Nicolai Lilin was born in 1980 in Bender, Transnistria (USSR, now part of the Moldavian region). After having fought in the Chechen War during his military service for two years, he moved to Torino in Piedmont in 2003, where he currently lives as author, journalist and tattoo artist (traditional criminal Siberian tattoos).
His first, autobiographical novel »Educazione siberiana« (Engl: »Siberian Education«, 2010) was published in Italy in 2009, and is about his childhood and youth among the Siberian Urkas. Roberto Saviano, author of the investigative novel »Gomorrah«, said of the début: »Whoever wants to read this book must abandon the familiar categories of good and evil… Just do nothing: just read.« The Urkas, as the »honourable criminals« are known, were a Mafia-like clan forcibly relocated from Siberia to the Transnistrian border region by Stalin in the late 1930s.
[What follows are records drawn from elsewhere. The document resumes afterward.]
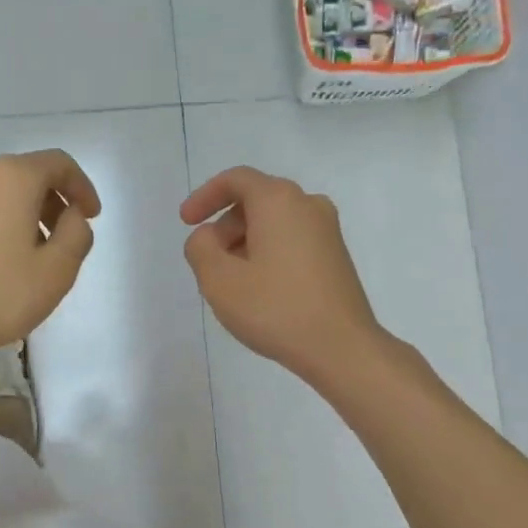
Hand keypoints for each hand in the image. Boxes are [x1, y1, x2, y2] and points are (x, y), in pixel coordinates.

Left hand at [0, 150, 100, 368]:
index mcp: (10, 178)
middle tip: (62, 240)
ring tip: (26, 257)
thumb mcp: (56, 272)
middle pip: (24, 175)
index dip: (82, 187)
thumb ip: (77, 234)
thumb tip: (71, 215)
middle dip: (50, 202)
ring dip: (19, 215)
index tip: (90, 217)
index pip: (58, 164)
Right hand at [180, 166, 382, 385]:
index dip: (204, 197)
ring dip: (245, 243)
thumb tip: (208, 237)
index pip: (236, 180)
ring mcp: (328, 231)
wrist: (341, 348)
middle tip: (208, 262)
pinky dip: (268, 253)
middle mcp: (308, 205)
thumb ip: (200, 248)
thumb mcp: (219, 280)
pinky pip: (292, 241)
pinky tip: (259, 290)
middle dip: (224, 226)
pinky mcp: (336, 256)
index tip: (186, 222)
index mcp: (279, 200)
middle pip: (255, 200)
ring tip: (231, 282)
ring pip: (274, 223)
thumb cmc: (275, 309)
Their lives were governed by their own laws and customs: all weapons are placed in the corner with the icon every evening, tattoos are identifying signs, wealth is scorned, contact with the police is deemed to defile one’s honour, women and the elderly are to be respected, the handicapped are honoured as saints and enjoy protection, and violence is permitted if one has a good reason for it. »Some enjoy life, some suffer it, but for us, it is a battle.« The »Siberian education« the protagonist undergoes in his home town of Bender leads to conflicts with the authorities and other criminal organisations. He gets his first knife at the age of six, becomes accustomed to violence by killing animals, and eventually lands in juvenile prison for the first time at the age of 13 for grievous bodily harm, where he experiences a hell of violence, arbitrariness and misanthropy. Nicolai Lilin’s narrative style is simple and direct, and the reader closely encounters the events of this occasionally grotesque and utterly alien world in a concrete and realistic form. The close-up authenticity results from the lack of a strict composition – the narrator often digresses, wallows in redundancies, or lingers on marginal issues. Lilin also decodes the linguistic codes of the Urkas, who guard their communication with expressive names, a vocabulary straight out of the Old Testament, and their very own terms and phrases. The youth of the Urka ends in Lilin’s »Siberian Education« with a conscription order and his stationing as a soldier in the Russian war in Chechnya. Llilin will deal with his experiences during this war in his next novel, which will continue the story of his life.
Currently translated into 14 languages, »Siberian Education« will also become a film by the italian director Gabriele Salvatores.